Few directors took so strongly to heart the mythical undertones of the western as Anthony Mann. His films are not nation-building legends (looking at you, John Ford), but tragic myths of cruelty and longing, more concerned with tearing apart individuals than building up communities. Sometimes they are the twilight of the gods (Man of the West), and other times tin-plated Passion plays (The Naked Spur), but they rarely explore a specifically American mythology. Dress up his characters in togas or robes, and the action could be transplanted two thousand years in the past without a hitch.
The Furies makes its connections to Greek lore fairly explicit—right there in the title, see—and it’s tempting to view the whole thing as a cattle-baron epic starring Zeus and Hera (if Zeus and Hera were a borderline incestuous father-daughter pair instead of bickering married couple, that is). Like Greek gods, T.C. Jeffords (Walter Huston) and his daughter Vance (Barbara Stanwyck) seem to exist on a different plane than the mere mortals that serve as pawns in their games. Both glow with an inhuman will. It’s there when a wrecked T.C. asks his bride for money, and in the face of rejection still drinks a toast to her—and means it. It’s there when a heartbroken Vance cries about losing the only man who ever hit her, and you see that she makes no distinctions between violence and love.
Out on the plains of New Mexico in 1870, perhaps such distinctions are a hopeless luxury, better suited to well-heeled eastern types than gruff cattlemen (and women). T.C. has built up his ranch from nothing but blood, sweat and tears—just not necessarily his own.
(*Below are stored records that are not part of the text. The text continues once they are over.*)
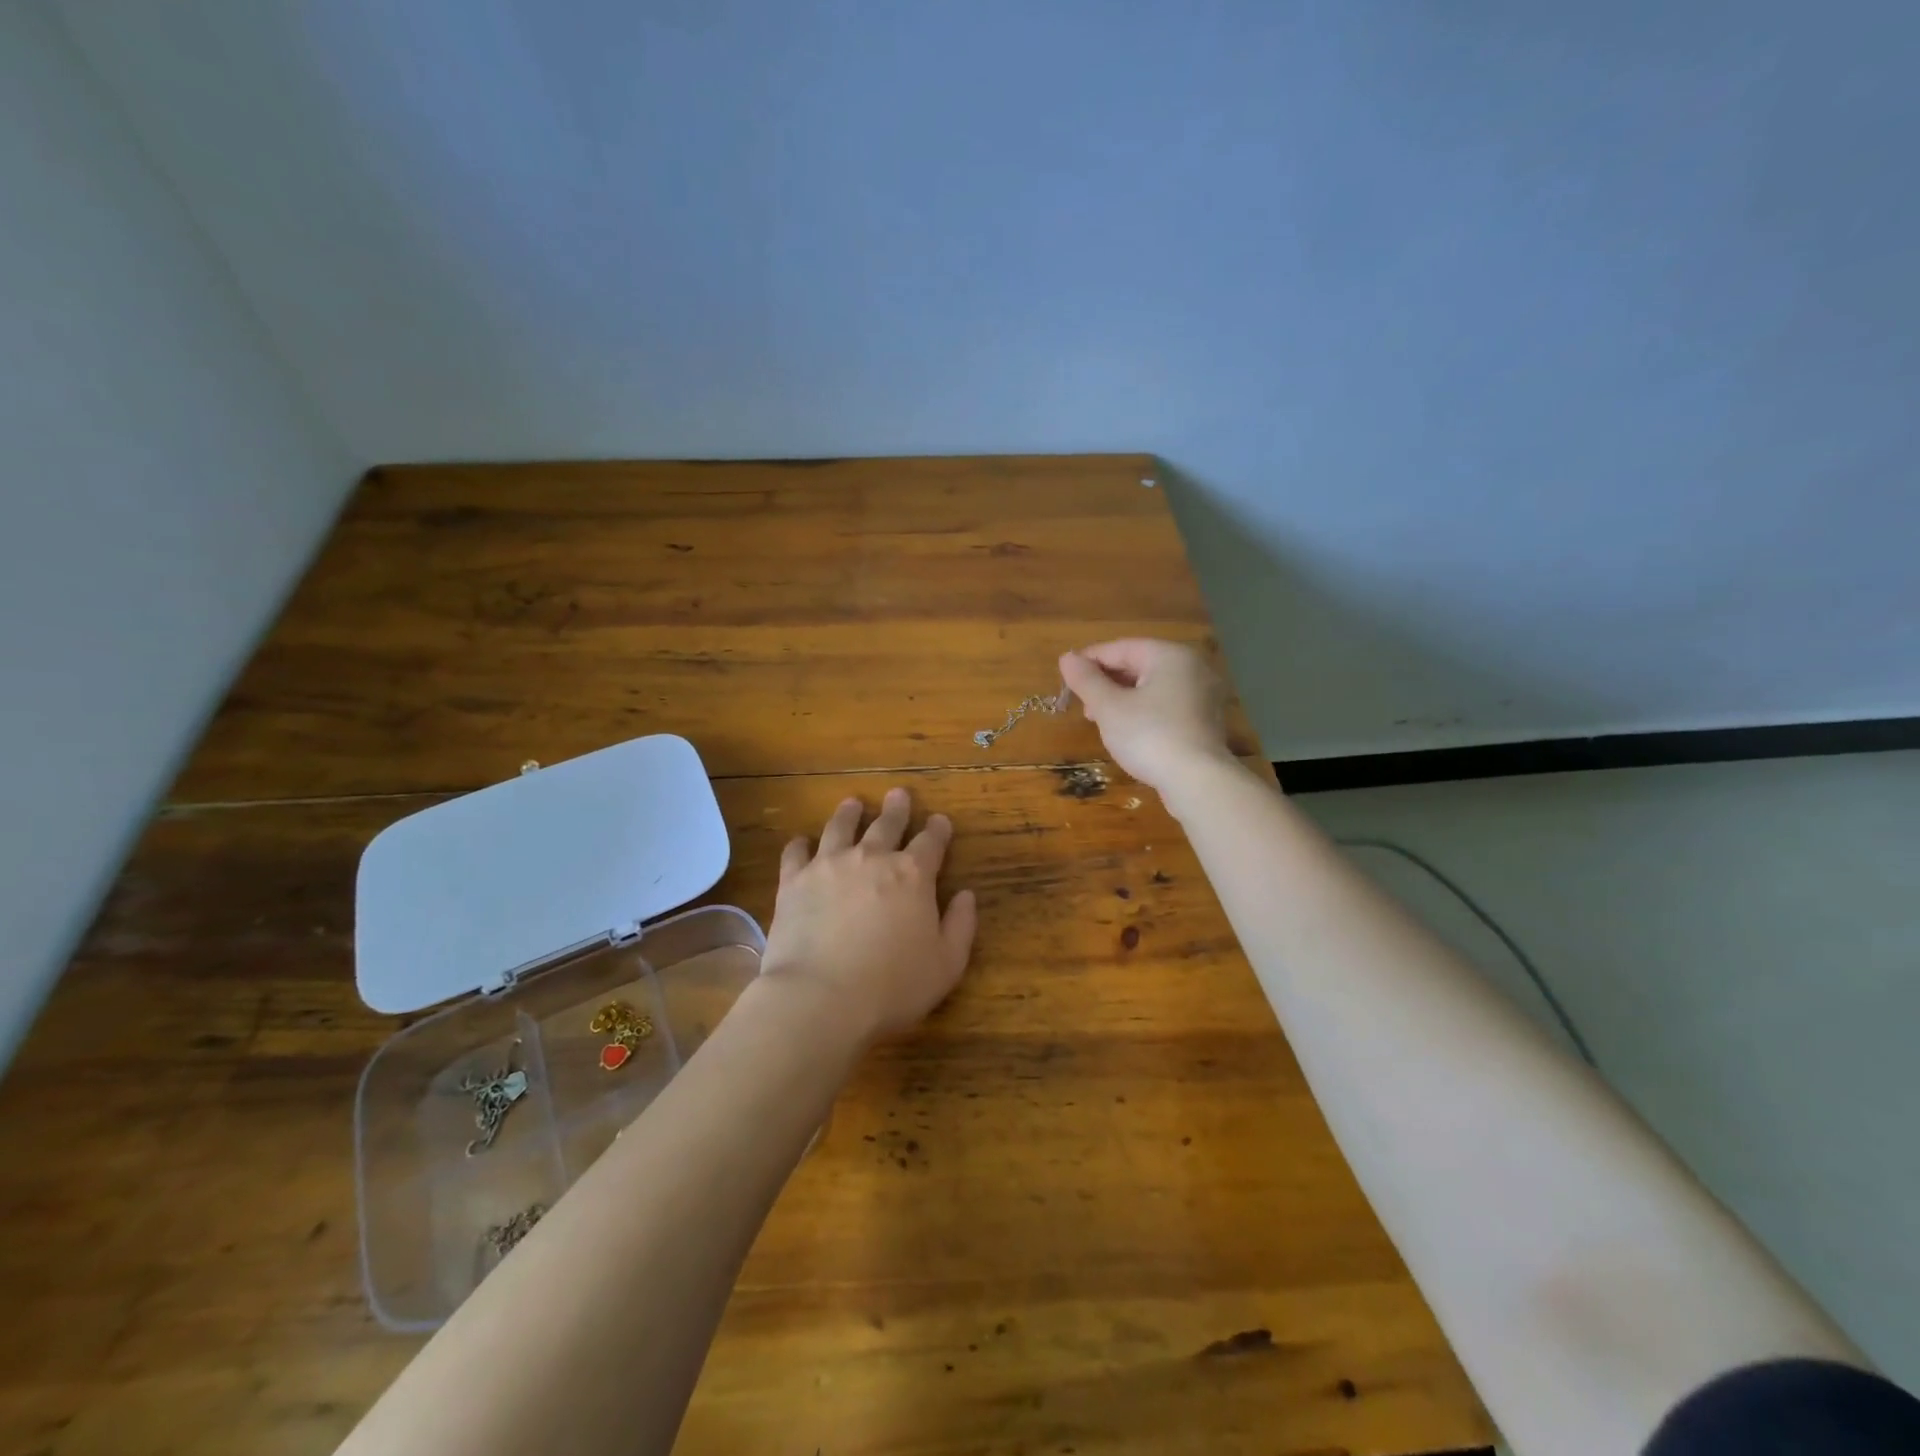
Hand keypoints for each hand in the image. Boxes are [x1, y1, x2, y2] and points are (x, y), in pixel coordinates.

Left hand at [760, 787, 977, 1044]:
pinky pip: (796, 853)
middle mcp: (872, 858)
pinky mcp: (793, 881)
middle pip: (887, 824)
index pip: (931, 842)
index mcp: (912, 875)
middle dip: (897, 808)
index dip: (938, 830)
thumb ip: (961, 926)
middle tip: (898, 793)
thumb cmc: (892, 987)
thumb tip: (966, 895)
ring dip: (849, 813)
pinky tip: (801, 842)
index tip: (940, 821)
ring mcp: (829, 865)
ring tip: (853, 803)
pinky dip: (800, 844)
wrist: (820, 998)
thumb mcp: (946, 965)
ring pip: (841, 827)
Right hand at [1058, 638, 1232, 791]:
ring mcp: (1203, 694)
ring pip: (1152, 686)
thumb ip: (1086, 680)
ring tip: (1099, 719)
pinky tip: (1127, 730)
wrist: (1197, 781)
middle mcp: (1192, 667)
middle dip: (1106, 682)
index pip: (1121, 648)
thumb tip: (1067, 658)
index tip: (1066, 677)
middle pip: (1139, 665)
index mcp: (1170, 656)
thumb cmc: (1149, 736)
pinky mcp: (1204, 720)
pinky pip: (1167, 704)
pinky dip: (1143, 711)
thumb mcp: (1109, 707)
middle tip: (1082, 704)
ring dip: (1122, 698)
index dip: (1089, 660)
Vance preens for daddy like a little princess, but she’s perfectly willing to play rough as well. Seemingly just to irritate T.C., she courts the revenge-seeking son of one of her father’s victims, although it later occurs to her to fall in love with the man. She willfully defies her father whenever it suits her, which is about every five minutes.
These being intemperate folk, defiance can take some rather extravagant forms. T.C. threatens his daughter’s position on the farm by bringing home a Washington-bred fiancĂ©, a society dame given to genteel political maneuvering. When the wicked stepmother dares to come between daughter and daddy dearest, the fairytale turns more Grimm than Disney, and suddenly the baffled matron has a pair of scissors stuck in her face.
Understandably, T.C. is annoyed at the permanent disfiguration of his bride, but he’s also been blind to how Vance’s efforts are the only thing keeping the ranch afloat despite his profligate ways. The man has handed out so many IOUs they’ve become a currency in the county (all sporting an image of Vance, as if T.C. were slowly spending away his daughter’s love for him). One bad turn deserves another, so T.C. hangs Vance’s only friend, as well as the only decent man who ever loved her—a Mexican squatter named Juan who has survived on the land thanks only to Vance’s influence over her father.
The hanging is a thing of beauty, a shadow play lit only by a thin sliver of light between ground and sky (the film may not be a showcase for the masterful use of landscape that would mark Mann’s later westerns, but it’s a gorgeous example of western noir). The scene is pure theatre, clearly staged to humble Vance. But she refuses to give in, and sets about to destroying her father by yanking the ranch right out from under him.
Given how casually T.C. courts disaster, you start to think he wants his daughter to take away the ranch. He approaches each calamity with a weary shrug and a sigh, as if he were finally about to be crushed, but he always walks away with a skip and a grin—failure is the man’s greatest source of energy, apparently (Huston performs some masterful emotional sleight-of-hand in conveying these shifting moods). But the daughter is no less perverse, and she seems to understand on some level that to defy her father is to prove her love (she treats his dying wish like a private joke between the two, cheerfully ignoring it). In Vance, T.C. has very carefully crafted the engine of his defeat, and it may be his greatest triumph. What would have happened had he survived on the ranch? Poverty, decline, stagnation. There is no crueler fate for a god than to become a mere man.